Longest Common Subsequence

Finding the length of longest common subsequence (LCS)

Subsequence and common subsequence

A subsequence is a sequence obtained from another by the exclusion of a number of elements. Also, the relative order of elements in a subsequence remains the same as that of the original sequence.

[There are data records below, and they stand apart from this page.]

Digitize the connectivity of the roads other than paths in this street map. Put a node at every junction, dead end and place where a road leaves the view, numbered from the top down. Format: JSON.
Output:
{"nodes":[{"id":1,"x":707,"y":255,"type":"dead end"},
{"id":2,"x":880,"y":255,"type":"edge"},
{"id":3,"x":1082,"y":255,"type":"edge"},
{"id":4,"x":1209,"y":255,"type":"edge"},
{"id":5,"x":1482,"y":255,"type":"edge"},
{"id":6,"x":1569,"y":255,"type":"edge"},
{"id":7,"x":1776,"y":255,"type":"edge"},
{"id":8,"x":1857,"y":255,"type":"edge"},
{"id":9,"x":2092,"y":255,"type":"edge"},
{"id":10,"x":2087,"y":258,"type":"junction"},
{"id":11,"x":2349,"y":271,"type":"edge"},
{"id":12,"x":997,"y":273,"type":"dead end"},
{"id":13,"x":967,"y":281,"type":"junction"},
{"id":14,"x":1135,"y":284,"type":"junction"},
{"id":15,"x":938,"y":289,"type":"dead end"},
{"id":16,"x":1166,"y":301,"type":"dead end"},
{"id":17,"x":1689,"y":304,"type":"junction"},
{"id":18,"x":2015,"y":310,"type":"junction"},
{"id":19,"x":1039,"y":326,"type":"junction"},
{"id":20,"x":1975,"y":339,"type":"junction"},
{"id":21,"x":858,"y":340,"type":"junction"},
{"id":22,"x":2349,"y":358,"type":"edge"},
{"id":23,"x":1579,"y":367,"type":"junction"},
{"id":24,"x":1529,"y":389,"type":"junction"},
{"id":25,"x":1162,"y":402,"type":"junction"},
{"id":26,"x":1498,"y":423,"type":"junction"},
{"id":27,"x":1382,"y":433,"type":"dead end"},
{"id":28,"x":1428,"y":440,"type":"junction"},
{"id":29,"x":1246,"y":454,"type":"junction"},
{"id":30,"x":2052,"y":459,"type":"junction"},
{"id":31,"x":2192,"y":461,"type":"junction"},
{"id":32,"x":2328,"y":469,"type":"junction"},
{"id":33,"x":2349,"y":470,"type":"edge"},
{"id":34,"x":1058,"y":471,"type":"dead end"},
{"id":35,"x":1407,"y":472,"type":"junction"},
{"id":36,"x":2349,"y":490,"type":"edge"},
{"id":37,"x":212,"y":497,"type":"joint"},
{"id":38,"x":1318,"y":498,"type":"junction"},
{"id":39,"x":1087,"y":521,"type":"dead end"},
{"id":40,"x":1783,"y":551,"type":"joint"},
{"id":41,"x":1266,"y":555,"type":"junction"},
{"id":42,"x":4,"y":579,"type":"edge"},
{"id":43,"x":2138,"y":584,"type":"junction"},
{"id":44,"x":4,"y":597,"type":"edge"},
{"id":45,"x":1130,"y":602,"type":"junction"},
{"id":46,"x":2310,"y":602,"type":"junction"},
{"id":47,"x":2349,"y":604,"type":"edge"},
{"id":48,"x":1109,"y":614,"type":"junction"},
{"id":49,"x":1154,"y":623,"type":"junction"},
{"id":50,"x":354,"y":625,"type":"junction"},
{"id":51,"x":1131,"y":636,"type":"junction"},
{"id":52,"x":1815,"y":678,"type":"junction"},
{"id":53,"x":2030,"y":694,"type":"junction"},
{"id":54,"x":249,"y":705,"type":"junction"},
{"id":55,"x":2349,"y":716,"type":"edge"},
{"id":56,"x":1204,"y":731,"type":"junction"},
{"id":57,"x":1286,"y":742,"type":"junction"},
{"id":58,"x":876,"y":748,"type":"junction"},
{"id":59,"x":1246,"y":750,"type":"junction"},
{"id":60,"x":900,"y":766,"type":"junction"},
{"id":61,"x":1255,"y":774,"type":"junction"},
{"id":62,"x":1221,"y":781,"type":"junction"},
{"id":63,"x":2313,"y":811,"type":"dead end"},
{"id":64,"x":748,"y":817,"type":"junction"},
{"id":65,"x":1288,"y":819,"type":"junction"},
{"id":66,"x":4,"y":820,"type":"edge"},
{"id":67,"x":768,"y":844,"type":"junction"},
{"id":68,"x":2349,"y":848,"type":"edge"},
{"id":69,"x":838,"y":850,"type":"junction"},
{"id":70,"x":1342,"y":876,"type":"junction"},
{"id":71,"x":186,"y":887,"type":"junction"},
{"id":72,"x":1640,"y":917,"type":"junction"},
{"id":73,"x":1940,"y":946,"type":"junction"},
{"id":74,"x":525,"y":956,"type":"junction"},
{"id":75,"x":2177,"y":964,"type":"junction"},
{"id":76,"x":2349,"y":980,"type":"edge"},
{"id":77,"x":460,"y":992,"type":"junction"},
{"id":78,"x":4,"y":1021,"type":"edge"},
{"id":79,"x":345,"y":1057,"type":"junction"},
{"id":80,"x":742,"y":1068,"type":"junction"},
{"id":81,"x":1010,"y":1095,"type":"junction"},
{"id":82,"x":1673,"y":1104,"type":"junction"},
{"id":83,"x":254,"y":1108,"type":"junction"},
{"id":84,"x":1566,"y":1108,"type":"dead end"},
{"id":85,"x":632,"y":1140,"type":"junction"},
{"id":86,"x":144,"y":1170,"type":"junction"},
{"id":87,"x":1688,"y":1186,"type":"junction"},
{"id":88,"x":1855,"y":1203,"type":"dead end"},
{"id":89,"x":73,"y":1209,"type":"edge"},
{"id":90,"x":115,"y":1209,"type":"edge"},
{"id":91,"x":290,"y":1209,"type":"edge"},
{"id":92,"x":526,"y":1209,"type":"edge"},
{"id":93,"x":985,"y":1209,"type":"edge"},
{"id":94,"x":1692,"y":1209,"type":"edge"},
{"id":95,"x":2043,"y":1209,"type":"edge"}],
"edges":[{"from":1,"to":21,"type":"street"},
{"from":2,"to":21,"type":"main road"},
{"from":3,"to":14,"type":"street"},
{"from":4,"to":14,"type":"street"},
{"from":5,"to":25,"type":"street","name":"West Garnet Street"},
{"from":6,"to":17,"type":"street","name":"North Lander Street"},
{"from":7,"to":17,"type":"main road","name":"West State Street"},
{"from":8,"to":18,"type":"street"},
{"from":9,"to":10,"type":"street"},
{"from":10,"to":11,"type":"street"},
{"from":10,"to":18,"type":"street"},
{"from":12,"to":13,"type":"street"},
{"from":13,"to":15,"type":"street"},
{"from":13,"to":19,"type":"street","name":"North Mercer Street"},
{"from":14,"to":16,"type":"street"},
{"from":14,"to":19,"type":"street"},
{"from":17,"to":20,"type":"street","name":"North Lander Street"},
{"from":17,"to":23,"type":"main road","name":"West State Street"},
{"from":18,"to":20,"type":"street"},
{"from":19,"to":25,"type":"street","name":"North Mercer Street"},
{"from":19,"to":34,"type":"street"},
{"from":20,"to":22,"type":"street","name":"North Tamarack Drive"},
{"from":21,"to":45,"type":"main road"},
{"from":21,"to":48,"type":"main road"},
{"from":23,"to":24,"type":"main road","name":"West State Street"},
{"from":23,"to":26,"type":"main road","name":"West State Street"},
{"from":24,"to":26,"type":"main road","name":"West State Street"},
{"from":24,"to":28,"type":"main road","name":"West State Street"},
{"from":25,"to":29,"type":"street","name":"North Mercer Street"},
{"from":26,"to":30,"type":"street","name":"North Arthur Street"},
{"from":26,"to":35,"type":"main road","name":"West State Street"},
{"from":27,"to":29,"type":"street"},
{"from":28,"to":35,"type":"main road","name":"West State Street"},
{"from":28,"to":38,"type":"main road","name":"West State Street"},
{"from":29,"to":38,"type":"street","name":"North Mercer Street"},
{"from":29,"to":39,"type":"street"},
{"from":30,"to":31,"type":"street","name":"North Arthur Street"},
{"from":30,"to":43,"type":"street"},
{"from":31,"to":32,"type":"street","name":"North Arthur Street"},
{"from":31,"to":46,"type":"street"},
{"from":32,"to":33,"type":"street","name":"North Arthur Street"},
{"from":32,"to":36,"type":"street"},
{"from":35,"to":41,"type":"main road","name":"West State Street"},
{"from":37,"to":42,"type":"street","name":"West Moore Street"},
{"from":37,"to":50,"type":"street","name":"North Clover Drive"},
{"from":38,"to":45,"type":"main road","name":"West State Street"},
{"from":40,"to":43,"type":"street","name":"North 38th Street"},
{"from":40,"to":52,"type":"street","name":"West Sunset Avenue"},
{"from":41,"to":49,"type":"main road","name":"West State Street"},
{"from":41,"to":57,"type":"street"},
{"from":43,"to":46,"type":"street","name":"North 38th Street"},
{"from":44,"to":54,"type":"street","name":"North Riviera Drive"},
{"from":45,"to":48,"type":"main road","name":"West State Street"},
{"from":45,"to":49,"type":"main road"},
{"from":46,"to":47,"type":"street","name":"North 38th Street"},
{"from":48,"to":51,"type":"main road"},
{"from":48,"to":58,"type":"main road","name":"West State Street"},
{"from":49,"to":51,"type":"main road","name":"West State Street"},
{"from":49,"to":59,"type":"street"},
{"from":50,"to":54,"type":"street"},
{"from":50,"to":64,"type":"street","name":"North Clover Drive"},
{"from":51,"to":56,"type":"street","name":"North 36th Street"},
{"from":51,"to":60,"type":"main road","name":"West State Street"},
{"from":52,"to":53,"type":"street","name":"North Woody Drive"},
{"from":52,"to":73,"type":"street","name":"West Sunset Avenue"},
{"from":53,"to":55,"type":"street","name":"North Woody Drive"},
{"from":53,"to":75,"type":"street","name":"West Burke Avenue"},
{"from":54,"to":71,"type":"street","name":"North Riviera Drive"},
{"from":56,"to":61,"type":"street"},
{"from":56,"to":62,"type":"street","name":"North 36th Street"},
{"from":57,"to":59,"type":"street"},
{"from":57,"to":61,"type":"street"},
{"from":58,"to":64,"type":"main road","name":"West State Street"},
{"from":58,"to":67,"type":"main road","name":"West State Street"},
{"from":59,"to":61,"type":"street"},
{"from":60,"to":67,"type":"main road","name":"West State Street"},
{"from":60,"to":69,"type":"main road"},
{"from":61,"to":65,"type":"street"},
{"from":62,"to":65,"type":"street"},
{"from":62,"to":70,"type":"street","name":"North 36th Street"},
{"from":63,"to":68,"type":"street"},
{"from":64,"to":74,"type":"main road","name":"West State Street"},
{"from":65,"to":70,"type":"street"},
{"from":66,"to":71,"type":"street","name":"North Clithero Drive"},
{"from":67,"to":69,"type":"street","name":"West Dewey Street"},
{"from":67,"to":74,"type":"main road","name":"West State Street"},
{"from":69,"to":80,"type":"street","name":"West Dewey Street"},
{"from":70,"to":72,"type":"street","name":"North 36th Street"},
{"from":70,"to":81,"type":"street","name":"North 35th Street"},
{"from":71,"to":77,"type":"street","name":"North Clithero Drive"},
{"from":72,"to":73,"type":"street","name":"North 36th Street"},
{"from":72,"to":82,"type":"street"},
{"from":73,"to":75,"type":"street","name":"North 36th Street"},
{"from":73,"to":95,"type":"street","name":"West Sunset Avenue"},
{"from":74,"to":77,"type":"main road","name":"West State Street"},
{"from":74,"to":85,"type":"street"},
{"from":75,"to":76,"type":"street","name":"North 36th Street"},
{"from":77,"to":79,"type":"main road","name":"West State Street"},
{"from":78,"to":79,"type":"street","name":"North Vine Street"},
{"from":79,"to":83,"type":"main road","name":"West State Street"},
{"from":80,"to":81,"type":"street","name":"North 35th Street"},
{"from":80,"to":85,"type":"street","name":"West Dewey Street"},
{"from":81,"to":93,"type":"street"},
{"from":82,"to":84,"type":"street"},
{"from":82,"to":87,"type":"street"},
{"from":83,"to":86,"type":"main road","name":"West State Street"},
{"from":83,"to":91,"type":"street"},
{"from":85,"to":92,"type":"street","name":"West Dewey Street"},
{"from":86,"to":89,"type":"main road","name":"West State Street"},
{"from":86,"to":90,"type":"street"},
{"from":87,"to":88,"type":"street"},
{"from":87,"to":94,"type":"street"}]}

Example of subsequences in a given sequence
Sequence: [ A, G, O, R, T, ]
Subsequence 1: [ A, G, R, T, ]
Subsequence 2: [ G, R, T, ]
Subsequence 3: [ A, O, R, ]

If there are ‘n’ elements in a sequence, then the number of subsequences that can be obtained are 2^n.
nC0 + nC1 + nC2 + .. nCn = 2^n

Example of longest common subsequence of given subsequences
Given two sequences, the idea is to find the longest common subsequence to the two.
Sequence A: [ A, G, O, R, T, ]
Sequence B: [ B, G, P, O, A, T, ]

Common Sequence 1: [ A, T, ]
Common Sequence 2: [ G, O, T, ]

Thus the longest common subsequence (LCS) is [ G, O, T, ] and its length is 3


Recursive Approach


LCSRecursive ( seq1(0 … sz1), seq2(0 … sz2) )
If length of either sequence is 0, then
      length of LCS is 0
If the last characters of the sequences match, then
      length of LCS is 1 + LCSRecursive ( seq1 ( 0 … sz1-1 ), seq2 ( 0 .. sz2-1 ) )
If the last characters of the sequences do not match, then
      length of LCS is max [ LCSRecursive ( seq1 ( 0 … sz1 ), seq2 ( 0 … sz2-1) ), LCSRecursive ( seq1 ( 0 … sz1-1 ), seq2 ( 0 … sz2 )) ]

Example, consider sequences [ A, G, O, T, R, ] and [ B, G, P, O, A, T, ]
LCS Recursive

The recursive algorithm runs in exponential time. Since identical subproblems can be seen as we go down the recursion tree, the performance of the recursive algorithm can be improved by storing the result of the solved subproblems. This memoized version of the algorithm runs in O(sz1.sz2) time.


Dynamic Programming Approach


A table with rows = length (Sequence 2) + 1 and columns = length (Sequence 1) + 1 is created.

Note: Sequences begin with index 0

Case: Empty Sequence
      All elements of R0 equal 0 indicating empty Sequence 1.
      All elements of C0 equal 0 indication empty Sequence 2.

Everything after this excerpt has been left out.